According to a 2019 World Health Organization report, art therapy and engagement with the arts reduce symptoms of depression and anxiety, help heal from trauma and improve social connections, among other benefits. Lu saw some of those effects during her undergraduate studies at New York University, where she shadowed art therapy sessions of patients with neurodegenerative and movement disorders.

“It’s a very powerful way to get people to open up and talk about themselves,” she says.

Jess McDill, associate director of leadership and service, serves as the Art Club advisor.

Patients participated in drawing and other creative activities that support fine motor skills and emotional well-being. Beyond the physical benefits, Lu says the sessions fostered conversation and community among participants.

“In the process of doing it, people like to chat and they open up,” she says. “That community really bonded, and the artists were able to support each other.”

McDill thinks those lessons extend into health care.

“Health care is about helping humans, and you can’t help humans if you don’t understand what it means to the human,” she says. “If you can’t connect to the person in front of you, you’re not going to be an effective provider, and if you can’t connect to what makes you human, you’re not going to be effective at taking care of yourself, either.”

While she appreciates the beauty art adds to life, McDill sees it as a vehicle for understanding people, emotions and experiences. These skills she thinks are as important for future providers as technical expertise.

“Health care is about helping humans, and you can’t help humans if you don’t understand what it means to the human.”

—Jess McDill

“I want my doctor to know what it means to me to be able to hold a paint brush or knit or crochet,” McDill says. “One of these students is going to be the doctor that tells me, ‘Hey, you have macular degeneration, and you’re losing your vision,’ or ‘Hey, you have really progressive arthritis, and you can’t sew or knit or crochet anymore.’ I need them to understand what that means as a patient.”

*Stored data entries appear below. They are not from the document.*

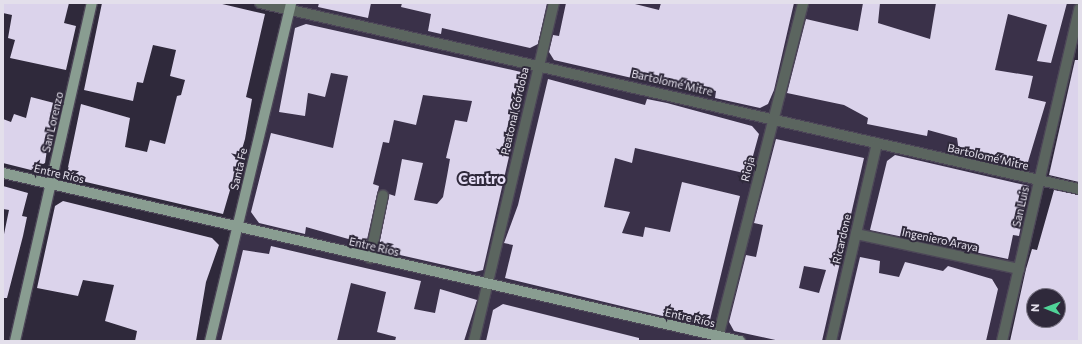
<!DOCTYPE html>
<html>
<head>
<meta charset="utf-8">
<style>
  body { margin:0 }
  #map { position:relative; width:1082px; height:344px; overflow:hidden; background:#2f293b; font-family:Commissioner,sans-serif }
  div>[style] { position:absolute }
  .built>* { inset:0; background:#3a3149 }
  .building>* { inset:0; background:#dbd3eb }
  .roads { filter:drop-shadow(1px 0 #4c4657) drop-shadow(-1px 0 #4c4657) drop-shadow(0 1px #4c4657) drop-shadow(0 -1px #4c4657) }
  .minor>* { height:10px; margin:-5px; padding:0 5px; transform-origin:5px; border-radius:5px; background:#5b655f }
  .major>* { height:10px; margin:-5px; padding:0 5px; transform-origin:5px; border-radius:5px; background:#899d91 }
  span { translate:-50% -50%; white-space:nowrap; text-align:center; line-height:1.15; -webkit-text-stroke:4px #2f293b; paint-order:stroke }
  .street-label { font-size:11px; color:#e3dfeb }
  .district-label { font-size:15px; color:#e7dff7; font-weight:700 }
  .frame { position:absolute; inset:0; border:4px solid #e3dfeb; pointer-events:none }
  .north { position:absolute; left:1026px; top:288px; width:40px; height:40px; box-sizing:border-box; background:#2f293b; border:1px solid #777281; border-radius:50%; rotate:271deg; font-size:11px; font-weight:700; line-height:16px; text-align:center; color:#e3dfeb }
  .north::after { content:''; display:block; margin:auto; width:14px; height:18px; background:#50d398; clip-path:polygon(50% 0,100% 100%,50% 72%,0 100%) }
</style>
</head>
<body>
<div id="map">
  <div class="built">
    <i style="clip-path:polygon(291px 3px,1079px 3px,1079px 9px,1002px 341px,210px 341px)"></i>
  </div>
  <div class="building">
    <i style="clip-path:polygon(3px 3px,69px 3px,64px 23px,76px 26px,66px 70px,10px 58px,15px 40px,8px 38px,12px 15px,3px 13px)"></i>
    <i style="clip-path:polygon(102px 3px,218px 3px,265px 14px,246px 97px,252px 99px,245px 139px,223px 214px,73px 179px,67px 172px,81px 104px,130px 118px,125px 147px,147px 152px,150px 140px,165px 144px,177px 96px,181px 95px,185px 80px,170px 76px,176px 50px,153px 45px,143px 83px,137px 82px,133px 101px,84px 90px)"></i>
    <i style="clip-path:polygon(319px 3px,371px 3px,368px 18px,318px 7px)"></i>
    <i style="clip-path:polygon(402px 3px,547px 3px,538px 44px,530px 48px,442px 28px,441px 34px,428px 31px,431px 14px,401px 7px)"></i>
    <i style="clip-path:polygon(566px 3px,631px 3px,659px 10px,661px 3px,794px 3px,774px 90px,768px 104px,760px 108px,715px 98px,716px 91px,634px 71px,632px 78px,554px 60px,549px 52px,553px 35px,559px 36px)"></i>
    <i style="clip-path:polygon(863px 3px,880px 3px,878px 23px,930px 39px,936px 3px,1067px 3px,1051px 63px,1037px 61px,1047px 25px,1008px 14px,995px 70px,1033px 76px,1028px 98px,1046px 102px,1028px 162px,1019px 165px,959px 152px,957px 138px,928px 130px,927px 136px,867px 124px,868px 118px,844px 105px,787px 93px,806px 19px,858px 31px)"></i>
    <i style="clip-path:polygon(306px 24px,521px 72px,519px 100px,522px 100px,483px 270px,475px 272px,378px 250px,389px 194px,395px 196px,402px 159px,423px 163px,414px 200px,437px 204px,443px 197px,447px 176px,450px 159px,446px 158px,455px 120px,467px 122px,472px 101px,423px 95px,416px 125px,394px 120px,389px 143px,383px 142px,373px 184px,379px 186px,366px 244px,306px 227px,305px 234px,259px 223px,251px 212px,271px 133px,333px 148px,348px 76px,331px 73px,325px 97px,308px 93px,305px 116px,279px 112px,295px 28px)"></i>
    <i style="clip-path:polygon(1075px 60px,1079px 60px,1079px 182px,1049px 175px)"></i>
    <i style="clip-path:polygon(548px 79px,645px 105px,647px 99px,667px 103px,752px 126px,759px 134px,748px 174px,635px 148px,632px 163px,615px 158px,604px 207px,630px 212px,622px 233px,643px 237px,645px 227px,670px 232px,682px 182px,740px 196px,710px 320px,700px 325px,505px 278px,513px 245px,504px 243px,518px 205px)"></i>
    <i style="clip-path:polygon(31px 97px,54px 103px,45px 163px,31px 170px,3px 163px,3px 119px,11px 122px,14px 114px,26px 118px)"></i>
    <i style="clip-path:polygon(evenodd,776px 139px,864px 158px,822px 341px,780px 341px,734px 331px,729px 322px,746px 255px,756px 257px,763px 225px,754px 223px,776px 139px,804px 266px,826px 270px,819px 293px,799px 288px,804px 266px)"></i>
    <i style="clip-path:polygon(895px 155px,1029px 186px,1019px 236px,1013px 235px,1008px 259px,870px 230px,887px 161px)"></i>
    <i style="clip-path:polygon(3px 186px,28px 193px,22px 216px,27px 217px,23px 236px,7px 298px,3px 298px,3px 239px,9px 210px,3px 209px)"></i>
    <i style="clip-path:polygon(evenodd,1054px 190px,1079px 195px,1079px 341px,1010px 341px,1026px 269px,1032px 249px,1037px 250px,1054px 190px,1034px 296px,1058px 296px,1058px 320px,1034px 320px,1034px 296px)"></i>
    <i style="clip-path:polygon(63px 201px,212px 238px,219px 245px,206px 282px,196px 341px,135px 341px,137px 331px,105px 321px,114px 285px,83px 280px,78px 296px,37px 288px,55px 206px)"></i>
    <i style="clip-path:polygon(271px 246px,421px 281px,414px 309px,435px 313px,440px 289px,477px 300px,464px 341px,395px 341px,396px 337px,377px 332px,386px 292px,351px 283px,337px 341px,221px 341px,243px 250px,269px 254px)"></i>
    <i style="clip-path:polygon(860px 257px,880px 261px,879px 273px,899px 277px,905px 262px,943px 271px,948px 266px,992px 279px,998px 289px,986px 341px,840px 341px)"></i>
    <i style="clip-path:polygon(503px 304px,639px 338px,639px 341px,486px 341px,493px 310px)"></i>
  </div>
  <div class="roads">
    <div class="minor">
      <i style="left:260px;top:3px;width:840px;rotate:12.8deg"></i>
      <i style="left:856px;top:234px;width:167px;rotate:12.1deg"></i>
      <i style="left:370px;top:258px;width:64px;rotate:-78.3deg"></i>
      <i style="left:474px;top:341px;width:347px;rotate:-76.7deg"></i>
      <i style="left:717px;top:341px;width:349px;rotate:-75.7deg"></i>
      <i style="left:831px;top:341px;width:203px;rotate:-76.9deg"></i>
      <i style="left:1002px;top:341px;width:341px;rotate:-76.9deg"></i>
    </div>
    <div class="major">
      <i style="left:3px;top:173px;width:756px;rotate:12.84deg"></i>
      <i style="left:15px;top:341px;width:347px;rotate:-77.2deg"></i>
      <i style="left:210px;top:341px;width:348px;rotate:-76.5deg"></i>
    </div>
  </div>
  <div class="street-label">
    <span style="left:672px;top:83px;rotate:13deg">Bartolomé Mitre</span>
    <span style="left:515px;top:111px;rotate:-77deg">Peatonal Córdoba</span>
    <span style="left:53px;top:122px;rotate:-77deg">San Lorenzo</span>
    <span style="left:988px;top:157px;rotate:13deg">Bartolomé Mitre</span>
    <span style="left:239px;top:169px;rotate:-77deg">Santa Fe</span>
    <span style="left:748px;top:169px;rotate:-76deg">Rioja</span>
    <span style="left:59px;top:174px;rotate:13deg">Entre Ríos</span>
    <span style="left:1021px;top:207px;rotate:-77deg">San Luis</span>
    <span style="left:842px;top:239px;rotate:-77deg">Ricardone</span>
    <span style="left:940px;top:240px;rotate:12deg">Ingeniero Araya</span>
    <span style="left:374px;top:247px;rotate:13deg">Entre Ríos</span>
    <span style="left:690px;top:318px;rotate:13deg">Entre Ríos</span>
  </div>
  <div class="district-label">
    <span style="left:482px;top:179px">Centro</span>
  </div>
  <div class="frame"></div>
  <div class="north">N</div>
</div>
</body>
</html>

She sees Art Club as an opportunity for students to reconnect with parts of themselves that can easily get lost in highly competitive academic environments.

“Student development doesn’t stop when you get to grad school,” she says. “There are so many stories of students that shave off parts of their identity to get here. To be a whole human being, you need to be a whole human being.”

That idea has resonated with students. During painting sessions, Lu says she enjoys seeing classmates reveal sides of themselves that rarely emerge in academic settings.

“You kind of make an assumption about what they’re like in your head, and then they paint something, and you’re like, ‘Whoa, I did not know you were interested in this at all,’” she says. “It’s another way of learning more about each other.”

Students join UTHSC’s Art Club to create alongside classmates before returning to studying, labs and clinics.

The Art Club leaders hope it continues to grow, and plans include an exhibition of students’ work. For now, it creates space for students to breathe.

“The work always gets done,” Lu says. “You can take a couple hours for yourself and do what you enjoy.”

For her, that still means drawing faces, the same practice that helped a quiet child connect to people around her.